### What to do
Gather from the material every line that contains the string "dead".

### Provided records
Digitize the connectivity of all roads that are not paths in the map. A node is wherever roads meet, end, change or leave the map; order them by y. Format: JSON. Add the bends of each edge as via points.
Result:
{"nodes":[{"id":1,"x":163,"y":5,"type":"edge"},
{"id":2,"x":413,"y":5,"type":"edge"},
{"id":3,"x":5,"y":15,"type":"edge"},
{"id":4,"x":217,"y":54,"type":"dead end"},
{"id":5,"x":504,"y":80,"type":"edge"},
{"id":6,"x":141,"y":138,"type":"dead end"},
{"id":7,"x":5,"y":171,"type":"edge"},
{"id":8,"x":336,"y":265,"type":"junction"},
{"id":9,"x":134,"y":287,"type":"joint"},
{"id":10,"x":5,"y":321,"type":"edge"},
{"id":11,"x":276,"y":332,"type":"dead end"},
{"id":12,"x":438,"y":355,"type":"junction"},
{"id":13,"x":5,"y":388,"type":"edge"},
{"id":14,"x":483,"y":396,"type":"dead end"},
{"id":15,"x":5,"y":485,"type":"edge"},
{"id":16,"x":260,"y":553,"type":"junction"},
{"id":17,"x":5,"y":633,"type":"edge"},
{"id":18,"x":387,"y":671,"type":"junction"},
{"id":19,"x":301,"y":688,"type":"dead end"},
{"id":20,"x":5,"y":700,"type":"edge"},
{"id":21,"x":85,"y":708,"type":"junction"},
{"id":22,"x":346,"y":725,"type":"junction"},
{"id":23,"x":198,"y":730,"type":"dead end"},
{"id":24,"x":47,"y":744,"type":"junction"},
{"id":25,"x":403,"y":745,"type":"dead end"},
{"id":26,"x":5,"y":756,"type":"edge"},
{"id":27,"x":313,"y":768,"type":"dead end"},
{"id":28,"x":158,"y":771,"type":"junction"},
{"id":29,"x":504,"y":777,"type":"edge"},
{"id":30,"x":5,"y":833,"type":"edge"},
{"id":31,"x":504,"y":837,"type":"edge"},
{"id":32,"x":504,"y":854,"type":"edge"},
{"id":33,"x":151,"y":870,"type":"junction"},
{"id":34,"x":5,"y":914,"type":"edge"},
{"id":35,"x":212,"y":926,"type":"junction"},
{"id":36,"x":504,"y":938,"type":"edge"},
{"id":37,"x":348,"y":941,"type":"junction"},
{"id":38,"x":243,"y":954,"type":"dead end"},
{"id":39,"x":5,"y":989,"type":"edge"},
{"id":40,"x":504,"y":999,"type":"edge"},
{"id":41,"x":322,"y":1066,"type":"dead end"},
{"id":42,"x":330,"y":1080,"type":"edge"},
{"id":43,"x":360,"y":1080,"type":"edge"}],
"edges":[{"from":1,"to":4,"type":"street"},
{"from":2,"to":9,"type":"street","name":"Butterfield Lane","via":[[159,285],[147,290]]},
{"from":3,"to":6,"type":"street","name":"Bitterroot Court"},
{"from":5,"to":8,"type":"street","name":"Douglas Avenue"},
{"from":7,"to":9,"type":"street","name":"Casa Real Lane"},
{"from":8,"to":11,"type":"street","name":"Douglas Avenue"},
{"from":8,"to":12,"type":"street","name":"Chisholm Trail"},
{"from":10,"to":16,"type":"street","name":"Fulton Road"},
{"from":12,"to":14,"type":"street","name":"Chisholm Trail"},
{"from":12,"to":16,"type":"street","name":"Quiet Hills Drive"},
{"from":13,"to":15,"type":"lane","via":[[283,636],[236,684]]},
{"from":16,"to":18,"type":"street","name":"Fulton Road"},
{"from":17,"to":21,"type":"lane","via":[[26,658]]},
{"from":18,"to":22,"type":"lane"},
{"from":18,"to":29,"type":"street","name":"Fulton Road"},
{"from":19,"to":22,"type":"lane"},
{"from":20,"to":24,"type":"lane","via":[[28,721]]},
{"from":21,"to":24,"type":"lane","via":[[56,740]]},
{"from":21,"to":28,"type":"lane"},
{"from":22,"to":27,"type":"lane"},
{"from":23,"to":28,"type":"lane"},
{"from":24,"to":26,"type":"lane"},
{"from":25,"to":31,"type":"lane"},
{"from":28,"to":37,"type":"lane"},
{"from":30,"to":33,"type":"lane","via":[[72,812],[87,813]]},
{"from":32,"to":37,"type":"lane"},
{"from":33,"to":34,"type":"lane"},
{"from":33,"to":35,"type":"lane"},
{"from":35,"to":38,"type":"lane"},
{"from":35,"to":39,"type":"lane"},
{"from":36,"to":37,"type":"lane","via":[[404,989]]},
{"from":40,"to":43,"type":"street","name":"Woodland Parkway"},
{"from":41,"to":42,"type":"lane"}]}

### Written answer
{"id":4,"x":217,"y":54,"type":"dead end"},
{"id":6,"x":141,"y":138,"type":"dead end"},
{"id":11,"x":276,"y":332,"type":"dead end"},
{"id":14,"x":483,"y":396,"type":"dead end"},
{"id":19,"x":301,"y":688,"type":"dead end"},
{"id":23,"x":198,"y":730,"type":"dead end"},
{"id":25,"x":403,"y":745,"type":"dead end"},
{"id":27,"x":313,"y":768,"type":"dead end"},
{"id":38,"x":243,"y":954,"type":"dead end"},
{"id":41,"x":322,"y":1066,"type":"dead end"},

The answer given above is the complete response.